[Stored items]
[Start of section]

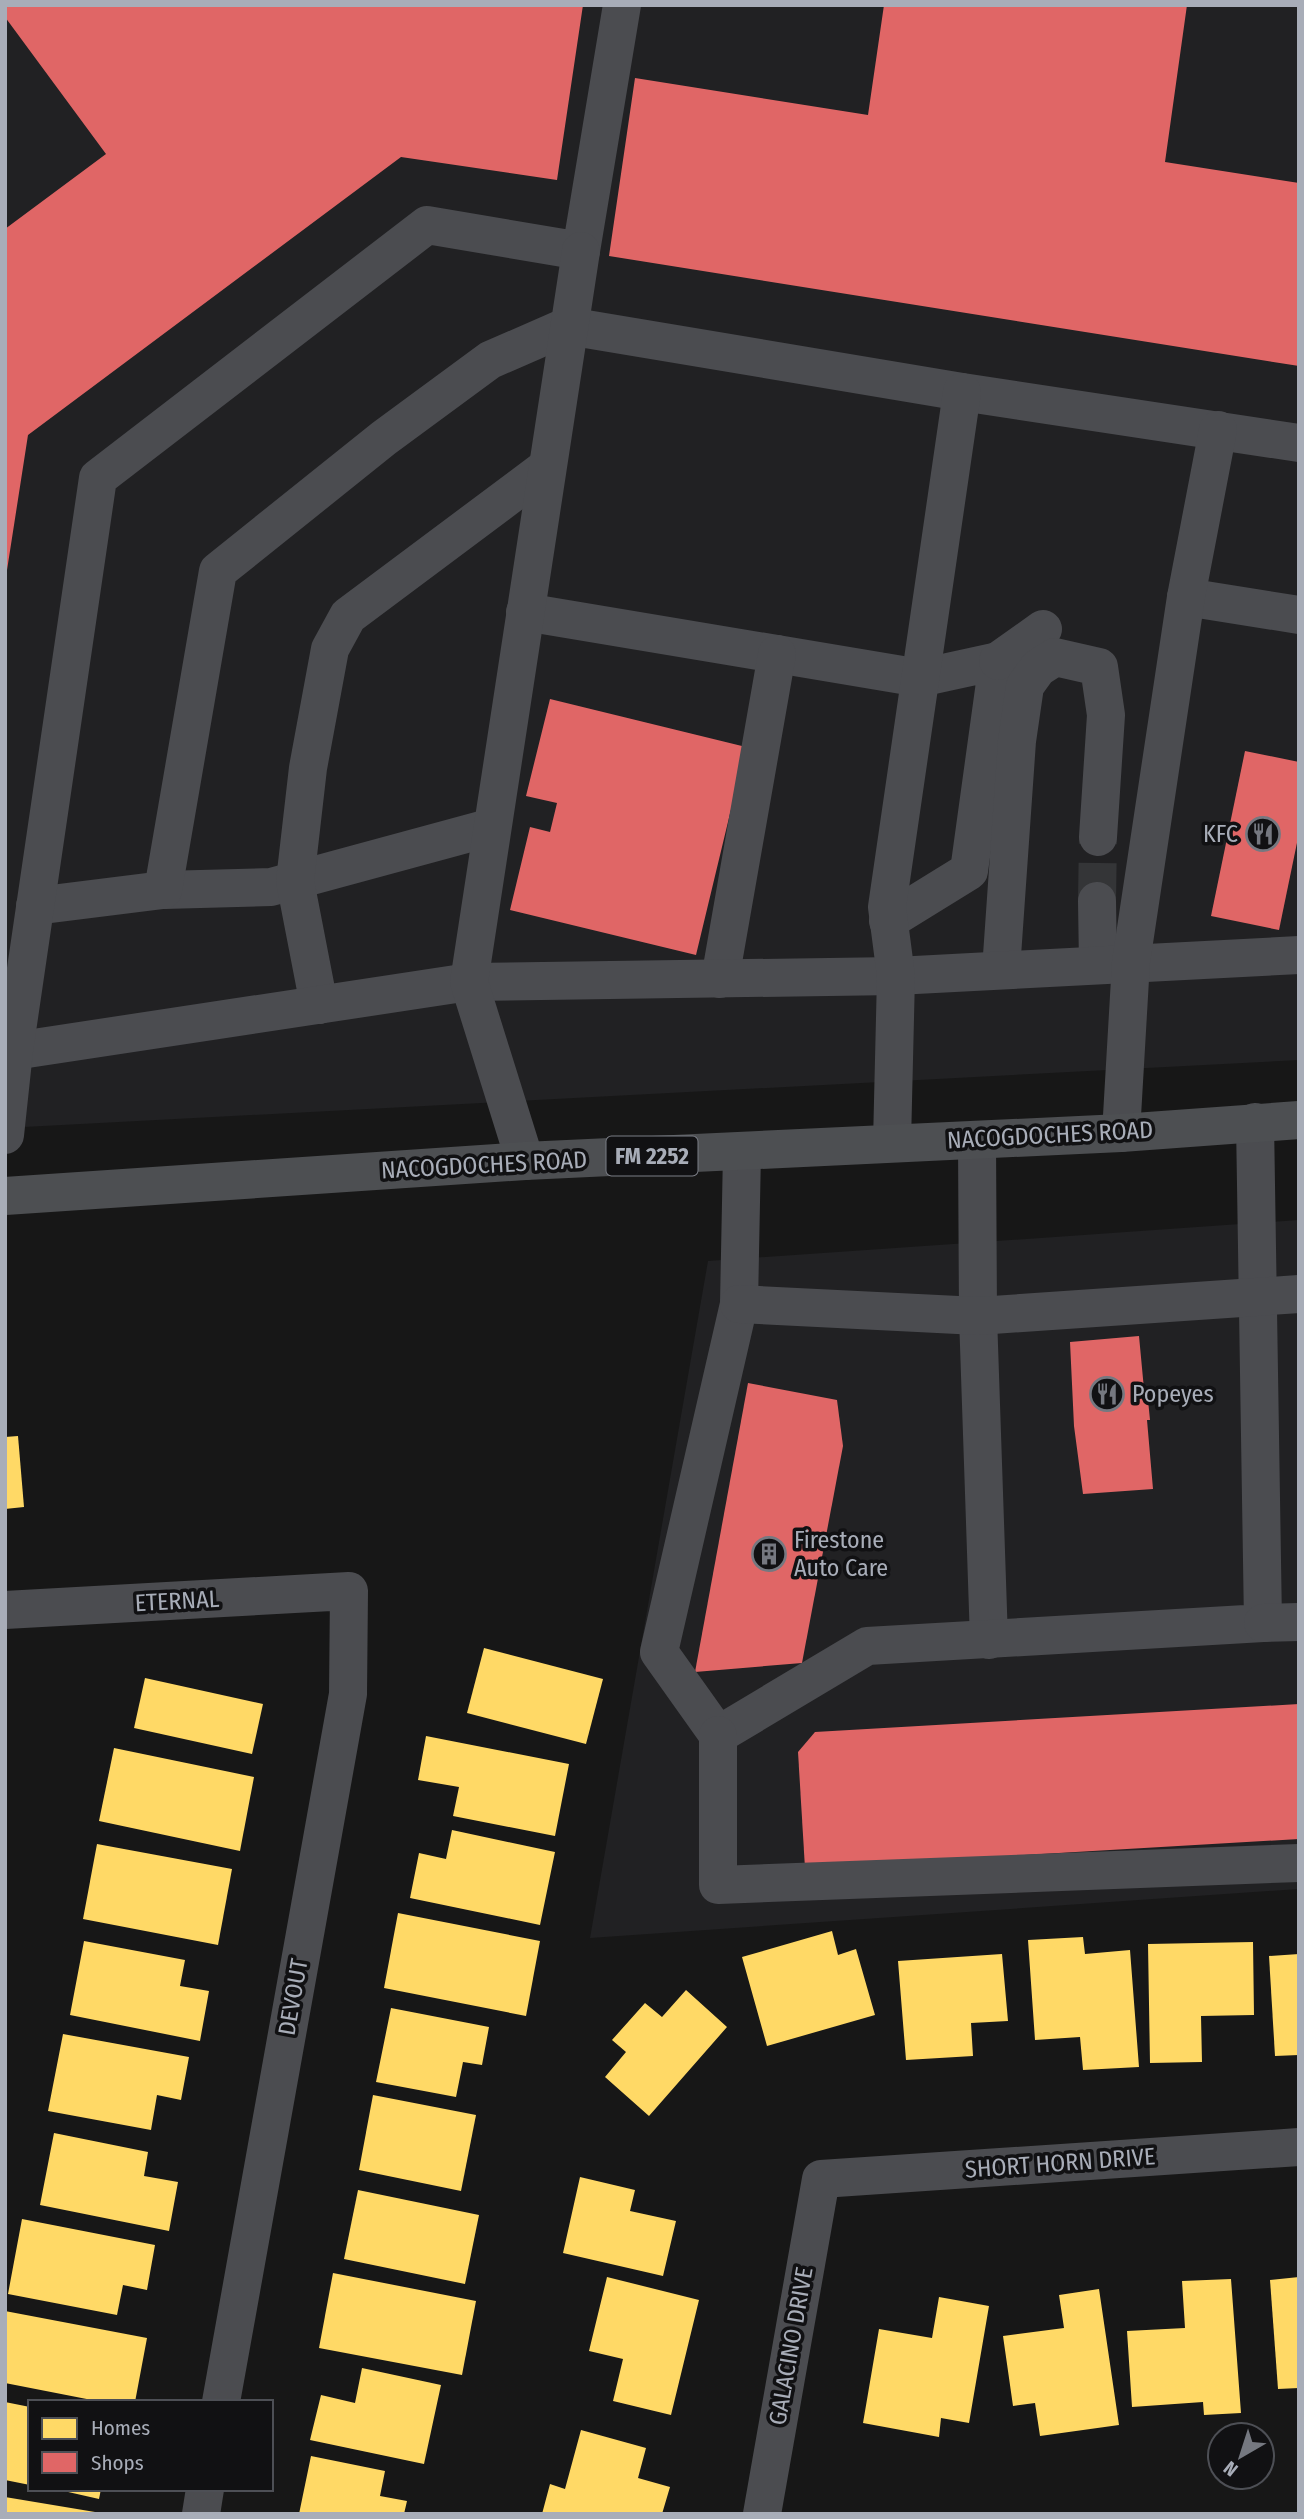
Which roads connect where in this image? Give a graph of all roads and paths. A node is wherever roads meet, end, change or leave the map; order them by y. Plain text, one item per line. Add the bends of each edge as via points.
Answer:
1 (622, 5) edge
2 (581, 251) junction
3 (568, 326) junction
4 (962, 392) junction
5 (1218, 430) junction
6 (1299, 443) edge
7 (546, 468) junction
8 (1186, 597) junction
9 (525, 612) junction
10 (1299, 615) edge
11 (1043, 629) dead end
12 (777, 653) junction
13 (998, 661) junction
14 (920, 678) junction
15 (492, 827) junction
16 (1097, 837) tunnel mouth
17 (295, 881) junction
18 (163, 890) junction
19 (1097, 901) tunnel mouth
20 (35, 906) junction
21 (888, 921) junction
22 (1299, 955) edge
23 (1115, 963) junction
24 (1001, 970) junction
25 (896, 976) junction
26 (720, 979) junction
27 (469, 982) junction
28 (319, 1006) junction
29 (14, 1051) junction
30 (1299, 1120) edge
31 (1255, 1122) junction
32 (1121, 1133) junction
33 (5, 1135) edge
34 (976, 1140) junction
35 (892, 1143) junction
36 (742, 1152) junction
37 (525, 1161) junction
38 (5, 1196) edge
39 (1299, 1294) edge
40 (1256, 1299) junction
41 (739, 1304) junction
42 (978, 1316) junction
43 (349, 1591) joint
44 (5, 1610) edge
45 (1281, 1622) edge
46 (989, 1640) junction
47 (718, 1735) junction
48 (1299, 1863) edge
49 (1299, 2147) edge
50 (821, 2179) joint
51 (221, 2400) edge
52 (205, 2491) edge
53 (201, 2514) edge
54 (762, 2514) edge

1 - 2 street
2 - 3 street
2 - 20 street via 427,225 98,478
3 - 4 street
3 - 7 street
3 - 18 street via 490,360 218,571
4 - 5 street
4 - 14 street
5 - 6 street
5 - 8 street
7 - 9 street
7 - 17 street via 348,616 330,649 308,768
8 - 10 street
8 - 23 street
9 - 12 street
9 - 15 street
11 - 13 street
12 - 14 street
12 - 26 street
13 - 14 street
13 - 21 street via 969,871
14 - 21 street
15 - 17 street
15 - 27 street
16 - 24 street via 1106,715 1099,667 1055,657 1038,668 1025,686
17 - 18 street via 271,887
17 - 28 street
18 - 20 street
19 - 23 street
20 - 29 street
21 - 25 street
22 - 23 street
23 - 24 street
23 - 32 street
24 - 25 street
25 - 26 street
25 - 35 street
26 - 27 street
27 - 28 street
27 - 37 street
28 - 29 street
29 - 33 street
30 - 31 main road, NACOGDOCHES ROAD / FM 2252
31 - 32 main road, NACOGDOCHES ROAD / FM 2252
31 - 40 street
32 - 34 main road, NACOGDOCHES ROAD / FM 2252
34 - 35 main road, NACOGDOCHES ROAD / FM 2252
34 - 42 street
35 - 36 main road, NACOGDOCHES ROAD / FM 2252
36 - 37 main road, NACOGDOCHES ROAD / FM 2252
36 - 41 street
37 - 38 main road, NACOGDOCHES ROAD / FM 2252
39 - 40 street
40 - 42 street
40 - 45 street
41 - 42 street
41 - 47 street via 659,1653
42 - 46 street
43 - 44 street, ETERNAL
43 - 51 street, DEVOUT via 348,1694
45 - 46 street
46 - 47 street via 867,1646
47 - 48 street via 718,1885
49 - 50 street, SHORT HORN DRIVE
50 - 54 street, GALACINO DRIVE
52 - 53 street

[End of section]

### [WHAT TO PRODUCE]
Your task is to copy each line of the data above that holds "NACOGDOCHES".

### [WRITTEN RESPONSE]
30 - 31 main road, NACOGDOCHES ROAD / FM 2252
31 - 32 main road, NACOGDOCHES ROAD / FM 2252
32 - 34 main road, NACOGDOCHES ROAD / FM 2252
34 - 35 main road, NACOGDOCHES ROAD / FM 2252
35 - 36 main road, NACOGDOCHES ROAD / FM 2252
36 - 37 main road, NACOGDOCHES ROAD / FM 2252
37 - 38 main road, NACOGDOCHES ROAD / FM 2252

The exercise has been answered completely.